Although with a list of speakers that includes congressional candidates Cathy McMorris Rodgers, the Republican incumbent, and her challenger, Democrat Lisa Brown, march organizer Cynthia Hamilton is hoping it can be a day of celebrating women – not shouting about politics.
“It’s supposed to be happy,” Hamilton said. “That should be the mood.”
The event, now called the Spokane Women’s Persistence March, is scheduled to begin at noon Sunday at Riverfront Park. Unlike last year, which saw multiple delays as thousands more than expected descended upon the center, Hamilton hopes this year will have a more rigid and defined schedule.
First is the rally at noon at the Red Wagon in Riverfront Park with a few local speakers and activists getting the energy going, followed by the march. Hamilton said it will follow the same route as this year’s Martin Luther King Jr. Rally and March, which took a quick circle around two downtown city blocks and closed parts of Spokane Falls Boulevard, Bernard Street, Riverside Avenue and Washington Street.
As the march ends, participants will file into the convention center at 1 p.m., where Hamilton and crew have scheduled a list of speakers, including the candidates. Other speakers will include local leaders, Hamilton said, but she’s yet to have full confirmation.
“We’re all just talking about what it’s like to be women and the difficulties we have,” she said. “We’d like to keep it nonpolitical.”
Hamilton said Brown would be present to speak, while McMorris Rodgers appears via a prerecorded video.
Brown, who attended last year’s march and helped organize the first Take Back the Night march in the 1980s, said she was excited to be invited this year to speak – a first for her.

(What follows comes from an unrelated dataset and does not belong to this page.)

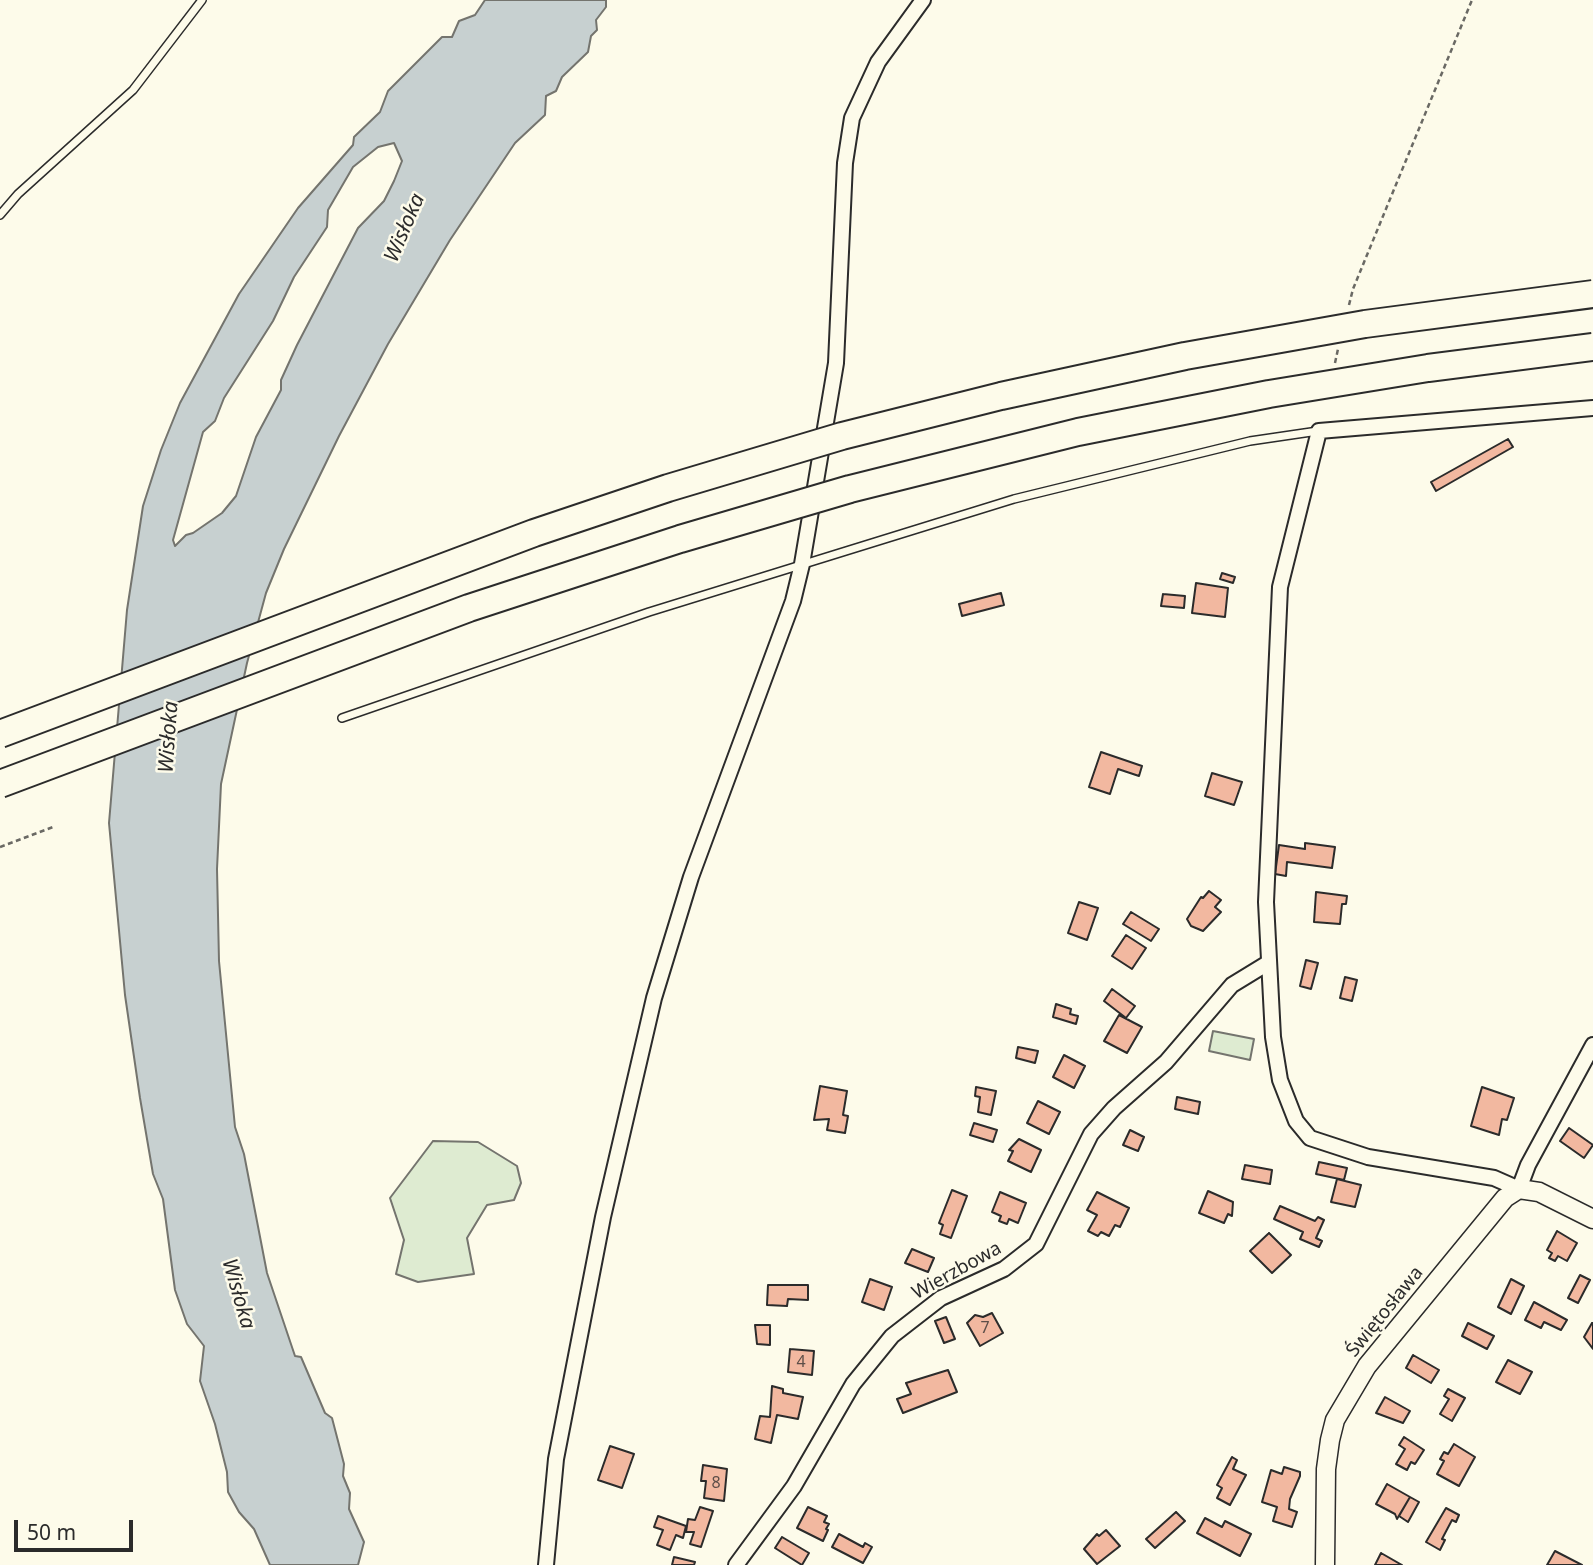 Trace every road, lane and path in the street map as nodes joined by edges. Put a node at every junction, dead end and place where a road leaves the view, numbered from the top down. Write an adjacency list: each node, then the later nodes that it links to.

“This is just such an important time for our country, I think to celebrate our freedom, to march, to speak out, and the power that comes when women and people come together and say, ‘I don’t like what’s happening here,’ ” she said.
Hamilton, a prominent local activist, took the reins of coordinating this year’s march after a scheduling and organizational snafu almost killed the event. After putting up $1,000 of her own money, she said there was little money left for promotion, so she’s expecting less turnout than in 2017.
Still, she’s hoping to at least hit capacity in the convention center. And if people are up for it, to sign up to volunteer with local organizations that will be present.
“This year, we’re asking them for something,” she said of attendees. “We’re going to ask them to go get involved in the community in an even deeper way.”